GOAL OF THE EXERCISE: Every record below, from the first line to the last, is to be set down again exactly.

DATA FOR THIS TASK:
- - - - -
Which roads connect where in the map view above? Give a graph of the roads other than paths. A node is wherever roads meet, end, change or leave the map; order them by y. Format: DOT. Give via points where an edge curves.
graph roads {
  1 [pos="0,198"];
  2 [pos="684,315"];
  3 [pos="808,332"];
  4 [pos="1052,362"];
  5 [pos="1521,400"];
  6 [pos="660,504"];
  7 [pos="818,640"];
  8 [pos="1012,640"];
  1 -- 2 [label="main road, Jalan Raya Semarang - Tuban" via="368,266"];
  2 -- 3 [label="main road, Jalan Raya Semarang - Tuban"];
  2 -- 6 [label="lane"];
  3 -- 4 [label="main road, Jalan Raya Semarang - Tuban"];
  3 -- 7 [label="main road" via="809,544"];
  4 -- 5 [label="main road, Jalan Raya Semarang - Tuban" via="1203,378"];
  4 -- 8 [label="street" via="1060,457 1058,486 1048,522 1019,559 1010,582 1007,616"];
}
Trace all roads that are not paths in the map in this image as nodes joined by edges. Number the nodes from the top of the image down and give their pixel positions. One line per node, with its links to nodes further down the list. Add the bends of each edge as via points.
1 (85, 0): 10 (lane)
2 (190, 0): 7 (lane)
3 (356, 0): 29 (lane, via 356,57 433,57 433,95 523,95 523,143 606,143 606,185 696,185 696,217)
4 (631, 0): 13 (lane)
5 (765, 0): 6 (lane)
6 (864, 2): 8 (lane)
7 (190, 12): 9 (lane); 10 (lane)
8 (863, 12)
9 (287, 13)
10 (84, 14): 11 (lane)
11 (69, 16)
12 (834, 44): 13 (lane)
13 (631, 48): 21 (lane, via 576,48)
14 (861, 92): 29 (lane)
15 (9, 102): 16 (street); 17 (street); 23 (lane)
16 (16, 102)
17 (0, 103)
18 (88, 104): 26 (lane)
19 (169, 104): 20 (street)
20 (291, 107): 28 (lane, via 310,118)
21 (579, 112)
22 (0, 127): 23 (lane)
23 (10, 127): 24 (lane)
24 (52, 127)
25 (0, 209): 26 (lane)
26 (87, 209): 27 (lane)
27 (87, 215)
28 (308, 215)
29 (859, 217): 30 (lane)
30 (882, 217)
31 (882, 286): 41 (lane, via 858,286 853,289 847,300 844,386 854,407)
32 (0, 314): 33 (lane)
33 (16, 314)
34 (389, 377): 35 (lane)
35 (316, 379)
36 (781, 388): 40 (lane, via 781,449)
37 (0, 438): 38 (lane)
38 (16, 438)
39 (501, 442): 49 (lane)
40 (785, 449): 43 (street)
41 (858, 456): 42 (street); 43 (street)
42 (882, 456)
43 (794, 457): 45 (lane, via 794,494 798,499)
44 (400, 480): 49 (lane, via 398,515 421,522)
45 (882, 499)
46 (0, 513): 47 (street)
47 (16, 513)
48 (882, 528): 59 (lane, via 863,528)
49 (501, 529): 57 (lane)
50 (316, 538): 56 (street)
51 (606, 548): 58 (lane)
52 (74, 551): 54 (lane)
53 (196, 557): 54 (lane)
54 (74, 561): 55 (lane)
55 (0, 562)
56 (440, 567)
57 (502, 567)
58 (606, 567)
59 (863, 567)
- - - - -
FINISHED EXERCISE:
Which roads connect where in the map view above? Give a graph of the roads other than paths. A node is wherever roads meet, end, change or leave the map; order them by y. Format: DOT. Give via points where an edge curves.
graph roads {
  1 [pos="0,198"];
  2 [pos="684,315"];
  3 [pos="808,332"];
  4 [pos="1052,362"];
  5 [pos="1521,400"];
  6 [pos="660,504"];
  7 [pos="818,640"];
  8 [pos="1012,640"];
  1 -- 2 [label="main road, Jalan Raya Semarang - Tuban" via="368,266"];
  2 -- 3 [label="main road, Jalan Raya Semarang - Tuban"];
  2 -- 6 [label="lane"];
  3 -- 4 [label="main road, Jalan Raya Semarang - Tuban"];
  3 -- 7 [label="main road" via="809,544"];
  4 -- 5 [label="main road, Jalan Raya Semarang - Tuban" via="1203,378"];
  4 -- 8 [label="street" via="1060,457 1058,486 1048,522 1019,559 1010,582 1007,616"];
}
Trace all roads that are not paths in the map in this image as nodes joined by edges. Number the nodes from the top of the image down and give their pixel positions. One line per node, with its links to nodes further down the list. Add the bends of each edge as via points.
1 (85, 0): 10 (lane)
2 (190, 0): 7 (lane)
3 (356, 0): 29 (lane, via 356,57 433,57 433,95 523,95 523,143 606,143 606,185 696,185 696,217)
4 (631, 0): 13 (lane)
5 (765, 0): 6 (lane)
6 (864, 2): 8 (lane)
7 (190, 12): 9 (lane); 10 (lane)
8 (863, 12)
9 (287, 13)
10 (84, 14): 11 (lane)
11 (69, 16)
12 (834, 44): 13 (lane)
13 (631, 48): 21 (lane, via 576,48)
14 (861, 92): 29 (lane)
15 (9, 102): 16 (street); 17 (street); 23 (lane)
16 (16, 102)
17 (0, 103)
18 (88, 104): 26 (lane)
19 (169, 104): 20 (street)
20 (291, 107): 28 (lane, via 310,118)
21 (579, 112)
22 (0, 127): 23 (lane)
23 (10, 127): 24 (lane)
24 (52, 127)
25 (0, 209): 26 (lane)
26 (87, 209): 27 (lane)
27 (87, 215)
28 (308, 215)
29 (859, 217): 30 (lane)
30 (882, 217)
31 (882, 286): 41 (lane, via 858,286 853,289 847,300 844,386 854,407)
32 (0, 314): 33 (lane)
33 (16, 314)
34 (389, 377): 35 (lane)
35 (316, 379)
36 (781, 388): 40 (lane, via 781,449)
37 (0, 438): 38 (lane)
38 (16, 438)
39 (501, 442): 49 (lane)
40 (785, 449): 43 (street)
41 (858, 456): 42 (street); 43 (street)
42 (882, 456)
43 (794, 457): 45 (lane, via 794,494 798,499)
44 (400, 480): 49 (lane, via 398,515 421,522)
45 (882, 499)
46 (0, 513): 47 (street)
47 (16, 513)
48 (882, 528): 59 (lane, via 863,528)
49 (501, 529): 57 (lane)
50 (316, 538): 56 (street)
51 (606, 548): 58 (lane)
52 (74, 551): 54 (lane)
53 (196, 557): 54 (lane)
54 (74, 561): 55 (lane)
55 (0, 562)
56 (440, 567)
57 (502, 567)
58 (606, 567)
59 (863, 567)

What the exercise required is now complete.